# PROBLEM DESCRIPTION:
If a line of the records contains the string "bridge", copy it out.

------ SUPPLIED MATERIAL

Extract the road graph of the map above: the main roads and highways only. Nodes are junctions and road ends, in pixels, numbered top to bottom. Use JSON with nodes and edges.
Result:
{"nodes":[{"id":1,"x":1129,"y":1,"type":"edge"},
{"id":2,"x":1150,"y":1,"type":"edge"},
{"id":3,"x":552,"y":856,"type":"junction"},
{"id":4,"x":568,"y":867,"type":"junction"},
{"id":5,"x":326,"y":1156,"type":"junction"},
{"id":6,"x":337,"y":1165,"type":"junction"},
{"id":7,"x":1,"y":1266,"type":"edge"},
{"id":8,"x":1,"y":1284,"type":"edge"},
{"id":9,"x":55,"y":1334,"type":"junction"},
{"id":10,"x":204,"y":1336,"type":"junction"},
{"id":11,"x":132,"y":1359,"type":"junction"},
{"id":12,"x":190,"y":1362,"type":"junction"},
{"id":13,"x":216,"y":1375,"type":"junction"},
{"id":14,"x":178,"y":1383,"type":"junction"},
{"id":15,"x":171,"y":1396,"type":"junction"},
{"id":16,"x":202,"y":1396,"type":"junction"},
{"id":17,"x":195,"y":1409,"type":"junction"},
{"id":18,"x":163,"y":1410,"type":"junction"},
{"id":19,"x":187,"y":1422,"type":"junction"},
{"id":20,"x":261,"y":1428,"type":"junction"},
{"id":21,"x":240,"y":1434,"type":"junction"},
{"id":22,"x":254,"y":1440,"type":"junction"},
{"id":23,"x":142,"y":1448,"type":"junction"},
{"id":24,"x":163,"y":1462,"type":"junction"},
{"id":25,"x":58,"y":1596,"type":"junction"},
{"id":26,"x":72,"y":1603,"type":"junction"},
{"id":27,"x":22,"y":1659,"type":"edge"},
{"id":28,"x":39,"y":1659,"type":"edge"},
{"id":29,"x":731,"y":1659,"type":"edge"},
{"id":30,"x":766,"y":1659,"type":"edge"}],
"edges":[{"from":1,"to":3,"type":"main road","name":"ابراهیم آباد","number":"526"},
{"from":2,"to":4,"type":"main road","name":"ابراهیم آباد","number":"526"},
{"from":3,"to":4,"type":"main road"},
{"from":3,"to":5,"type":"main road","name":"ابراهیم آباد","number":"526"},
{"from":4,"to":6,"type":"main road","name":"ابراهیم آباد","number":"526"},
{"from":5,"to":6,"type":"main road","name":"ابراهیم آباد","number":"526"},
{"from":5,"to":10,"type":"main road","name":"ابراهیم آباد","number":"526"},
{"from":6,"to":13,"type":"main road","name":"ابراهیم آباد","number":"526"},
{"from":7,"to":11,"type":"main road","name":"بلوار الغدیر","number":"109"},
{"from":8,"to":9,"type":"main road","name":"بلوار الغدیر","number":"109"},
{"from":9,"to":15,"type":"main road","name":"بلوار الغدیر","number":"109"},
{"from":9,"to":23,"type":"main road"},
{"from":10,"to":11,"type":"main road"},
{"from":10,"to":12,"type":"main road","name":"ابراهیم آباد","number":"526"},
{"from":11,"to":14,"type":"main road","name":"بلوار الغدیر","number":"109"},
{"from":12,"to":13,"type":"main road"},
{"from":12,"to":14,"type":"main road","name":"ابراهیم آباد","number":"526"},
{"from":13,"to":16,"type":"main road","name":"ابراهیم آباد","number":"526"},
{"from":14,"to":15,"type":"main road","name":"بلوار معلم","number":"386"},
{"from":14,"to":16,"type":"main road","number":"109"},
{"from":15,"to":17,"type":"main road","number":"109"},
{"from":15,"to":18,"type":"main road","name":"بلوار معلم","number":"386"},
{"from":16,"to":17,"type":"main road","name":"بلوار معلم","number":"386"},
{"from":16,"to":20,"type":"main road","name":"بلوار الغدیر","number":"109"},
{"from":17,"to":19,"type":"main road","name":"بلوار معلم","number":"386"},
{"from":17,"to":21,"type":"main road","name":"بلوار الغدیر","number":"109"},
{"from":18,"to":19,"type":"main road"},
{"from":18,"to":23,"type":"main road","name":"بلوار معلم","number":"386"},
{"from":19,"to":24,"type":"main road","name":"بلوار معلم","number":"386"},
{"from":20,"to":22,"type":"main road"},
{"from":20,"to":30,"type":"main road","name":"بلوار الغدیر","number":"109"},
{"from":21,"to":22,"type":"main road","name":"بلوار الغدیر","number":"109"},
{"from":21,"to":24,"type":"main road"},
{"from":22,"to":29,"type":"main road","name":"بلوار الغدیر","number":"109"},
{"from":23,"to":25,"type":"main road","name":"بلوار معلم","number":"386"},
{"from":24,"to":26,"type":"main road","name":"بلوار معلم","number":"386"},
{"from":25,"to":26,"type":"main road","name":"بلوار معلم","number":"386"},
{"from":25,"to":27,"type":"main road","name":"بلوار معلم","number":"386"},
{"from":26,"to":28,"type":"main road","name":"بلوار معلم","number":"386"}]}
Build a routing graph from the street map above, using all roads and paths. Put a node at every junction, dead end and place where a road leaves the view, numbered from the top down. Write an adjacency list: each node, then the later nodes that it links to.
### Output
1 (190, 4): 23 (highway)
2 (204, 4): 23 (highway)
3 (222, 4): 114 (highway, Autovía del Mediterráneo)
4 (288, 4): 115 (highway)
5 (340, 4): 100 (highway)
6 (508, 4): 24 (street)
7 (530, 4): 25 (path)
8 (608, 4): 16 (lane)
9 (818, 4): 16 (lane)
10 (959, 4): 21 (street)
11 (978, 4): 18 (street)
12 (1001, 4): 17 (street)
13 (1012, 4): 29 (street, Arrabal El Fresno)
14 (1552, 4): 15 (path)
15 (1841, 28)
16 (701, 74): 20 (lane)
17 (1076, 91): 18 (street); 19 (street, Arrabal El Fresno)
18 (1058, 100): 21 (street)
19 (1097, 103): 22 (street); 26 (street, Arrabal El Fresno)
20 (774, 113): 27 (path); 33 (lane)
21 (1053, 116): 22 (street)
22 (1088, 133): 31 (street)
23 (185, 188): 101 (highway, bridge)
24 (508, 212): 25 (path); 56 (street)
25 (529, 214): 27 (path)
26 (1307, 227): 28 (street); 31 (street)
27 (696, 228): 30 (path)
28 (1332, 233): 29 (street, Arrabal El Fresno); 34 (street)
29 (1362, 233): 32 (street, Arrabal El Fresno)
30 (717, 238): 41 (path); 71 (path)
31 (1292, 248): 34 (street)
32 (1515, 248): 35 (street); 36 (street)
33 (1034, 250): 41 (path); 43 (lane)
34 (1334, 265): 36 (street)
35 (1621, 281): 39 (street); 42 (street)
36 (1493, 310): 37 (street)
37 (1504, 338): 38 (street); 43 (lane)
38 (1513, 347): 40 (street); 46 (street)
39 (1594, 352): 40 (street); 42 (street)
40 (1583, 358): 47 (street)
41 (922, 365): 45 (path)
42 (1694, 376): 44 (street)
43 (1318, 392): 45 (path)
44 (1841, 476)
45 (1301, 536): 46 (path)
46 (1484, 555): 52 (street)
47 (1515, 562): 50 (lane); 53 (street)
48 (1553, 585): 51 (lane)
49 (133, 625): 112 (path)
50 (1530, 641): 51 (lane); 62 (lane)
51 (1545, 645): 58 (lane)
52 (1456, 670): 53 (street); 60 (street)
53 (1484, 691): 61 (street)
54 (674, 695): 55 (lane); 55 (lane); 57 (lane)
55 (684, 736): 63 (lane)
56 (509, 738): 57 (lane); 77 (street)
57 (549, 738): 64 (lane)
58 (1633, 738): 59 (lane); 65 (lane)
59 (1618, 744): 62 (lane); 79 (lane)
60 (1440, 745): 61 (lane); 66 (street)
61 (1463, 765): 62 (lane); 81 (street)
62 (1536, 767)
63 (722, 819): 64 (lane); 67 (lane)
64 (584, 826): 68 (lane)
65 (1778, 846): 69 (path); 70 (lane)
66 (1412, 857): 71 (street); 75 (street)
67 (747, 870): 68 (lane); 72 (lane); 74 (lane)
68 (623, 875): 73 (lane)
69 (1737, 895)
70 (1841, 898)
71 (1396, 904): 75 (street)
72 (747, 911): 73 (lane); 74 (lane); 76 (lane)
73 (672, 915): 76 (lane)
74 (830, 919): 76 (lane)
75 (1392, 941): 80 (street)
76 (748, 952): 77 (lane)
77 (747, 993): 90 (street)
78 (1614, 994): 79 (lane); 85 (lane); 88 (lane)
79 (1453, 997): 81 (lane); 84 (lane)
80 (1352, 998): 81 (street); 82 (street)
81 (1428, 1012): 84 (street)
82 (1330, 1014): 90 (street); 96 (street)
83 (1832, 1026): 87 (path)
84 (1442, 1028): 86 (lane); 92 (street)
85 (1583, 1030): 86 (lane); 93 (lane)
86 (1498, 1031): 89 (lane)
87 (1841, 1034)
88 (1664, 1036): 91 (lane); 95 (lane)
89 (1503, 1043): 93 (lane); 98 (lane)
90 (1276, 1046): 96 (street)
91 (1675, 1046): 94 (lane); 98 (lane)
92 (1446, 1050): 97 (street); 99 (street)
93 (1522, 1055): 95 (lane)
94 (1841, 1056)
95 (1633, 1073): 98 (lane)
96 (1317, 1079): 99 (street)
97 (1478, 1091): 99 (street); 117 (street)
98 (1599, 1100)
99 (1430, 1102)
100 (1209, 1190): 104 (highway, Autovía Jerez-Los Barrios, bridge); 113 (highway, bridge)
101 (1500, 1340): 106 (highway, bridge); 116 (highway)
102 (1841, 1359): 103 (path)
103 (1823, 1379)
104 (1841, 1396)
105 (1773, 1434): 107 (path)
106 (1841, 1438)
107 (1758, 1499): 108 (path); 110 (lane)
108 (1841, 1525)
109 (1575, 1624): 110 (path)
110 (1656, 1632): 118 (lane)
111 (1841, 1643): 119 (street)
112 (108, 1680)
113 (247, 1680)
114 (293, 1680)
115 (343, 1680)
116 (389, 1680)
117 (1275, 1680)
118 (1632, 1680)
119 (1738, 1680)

------------

# EXPECTED ANSWER:
23 (185, 188): 101 (highway, bridge)
100 (1209, 1190): 104 (highway, Autovía Jerez-Los Barrios, bridge); 113 (highway, bridge)
101 (1500, 1340): 106 (highway, bridge); 116 (highway)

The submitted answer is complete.